Mais baste ! C’est la « herre » comme disent ces bons Belges, et je songe que mes cama­rades qui sont aux cré­neaux souffrent beau­coup plus que moi.

Lorsque j’é­tais enfant, mon par­rain avait cou­tume de me répé­ter que pour être heu­reux il fal­lait tou­jours consi­dé­rer le sort du plus mal­heu­reux que soi et que l’on devait se conso­ler d’une fâcheuse aven­ture en son­geant qu’elle aurait pu être plus déplo­rable encore.

J’ap­plique de mon mieux les maximes de cet excellent homme mais hélas ! cela ne me réchauffe guère.

À tra­vers la toile de tente qui sert de porte à mon ter­rier le matin émerge noyé de brumes.

Je puis, sans incon­vé­nients, faire quelque pas dans la tran­chée devant mon abri, car c’est l’heure où tout est calme et les com­mu­ni­ca­tions rares.

Je viens de pas­ser au « Cen­tral » le compte ren­du des évé­ne­ments de la nuit. Comme hier, comme avant-hier, le mes­sage trans­mis est bref et ras­su­rant : nuit calme ; pertes néant. Rien d’a­nor­mal à signaler.

En ce coin du ter­ri­toire belge nous jouis­sons momen­ta­né­ment d’un calme rela­tif. Petites fusillades de part et d’autre sur des cor­vées de tra­vailleurs occu­pés à la réfec­tion des tran­chées ; tirs d’ar­tille­rie, sur les avions. Voi­là pour l’ins­tant, toute l’ac­ti­vi­té de notre sec­teur qui a connu une époque plus trou­blée et qui fut et sera encore le théâtre de san­glants combats.

Je sors donc de ma « gui­toune » me dégour­dir les jambes en bat­tant la semelle sur le « caillebotis ».

Un jeune agent de liai­son, délu­ré gavroche pari­sien, passe en coup de vent et m’an­nonce qu’un pri­son­nier vient d’être ame­né au P. C. (poste du commandant).

— Allez-donc voir sa sale tétère, me crie-t-il,.c’est kif-kif un singe du Jar­din des Plantes.

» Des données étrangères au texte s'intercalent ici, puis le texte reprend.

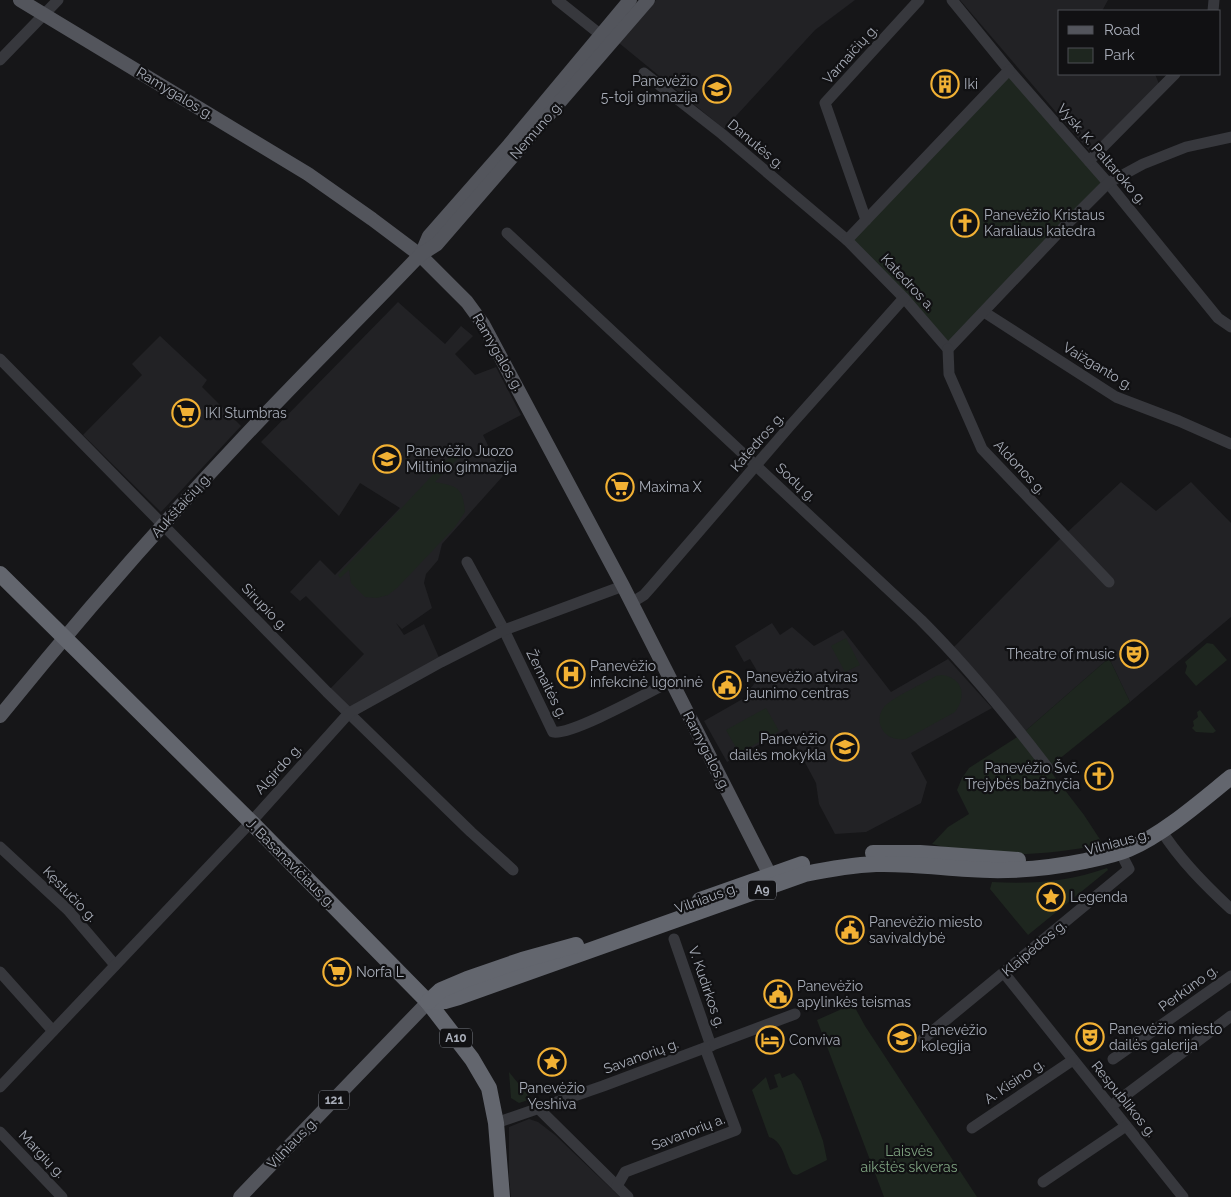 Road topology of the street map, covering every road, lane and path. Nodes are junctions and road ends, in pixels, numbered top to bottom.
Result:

La « cagna » du com­man­dant est à deux pas du poste télé­pho­nique. Je m’y pré­ci­pite et je vois le pri­son­nier ados­sé au para­pet. Des tirailleurs l’en­tourent et font bonne garde quoique le gaillard ne semble nul­le­ment dis­po­sé à prendre la poudre d’escampette.

J’ap­prends qu’il s’est ren­du de plein gré. Pro­fi­tant du mau­vais temps et de l’obs­cu­ri­té pro­fonde de cette nuit, il a pu se glis­ser hors de sa tran­chée sans éveiller l’at­ten­tion de ses cama­rades et, ce matin au petit jour, il est venu se consti­tuer pri­son­nier à notre poste d’écoute.

Mon lous­tic d’agent de liai­son a rai­son cet alle­mand n’est vrai­ment pas beau.

Haras­sé par sa ran­don­née de la nuit, il porte affreu­se­ment mal la boue qui le couvre des pieds à la tête. En réa­li­té le pauvre bougre est réel­le­ment minable.

Point de mire des poi­lus ras­sem­blés devant la cagna du com­man­dant, le déser­teur ne sem­blait nul­le­ment gêné.

Comme il connais­sait quelques mots de fran­çais et que je jar­gonne de vagues bribes d’al­le­mand, je l’in­ter­ro­geai : j’ap­pris qu’il avait trente sept ans et qu’il était sur le front depuis le début. Comme beau­coup d’autres, il en avait assez de cette guerre inter­mi­nable, et, pro­fi­tant d’une occa­sion favo­rable, il avait mis à exé­cu­tion le pro­jet médi­té depuis long­temps : s’é­va­der de la four­naise, sau­ver sa peau.

Main­te­nant sa face expri­mait la jubi­la­tion. La cer­ti­tude que ce long cau­che­mar allait prendre fin, que cette lutte per­pé­tuelle contre la camarde était ter­mi­née, qu’il sor­ti­rait indemne de l’en­fer, le rem­plis­sait d’aise.

Il me répé­ta à dif­fé­rentes reprises :

— Moi, pas capout, nein ! nein ! finie guerre!!!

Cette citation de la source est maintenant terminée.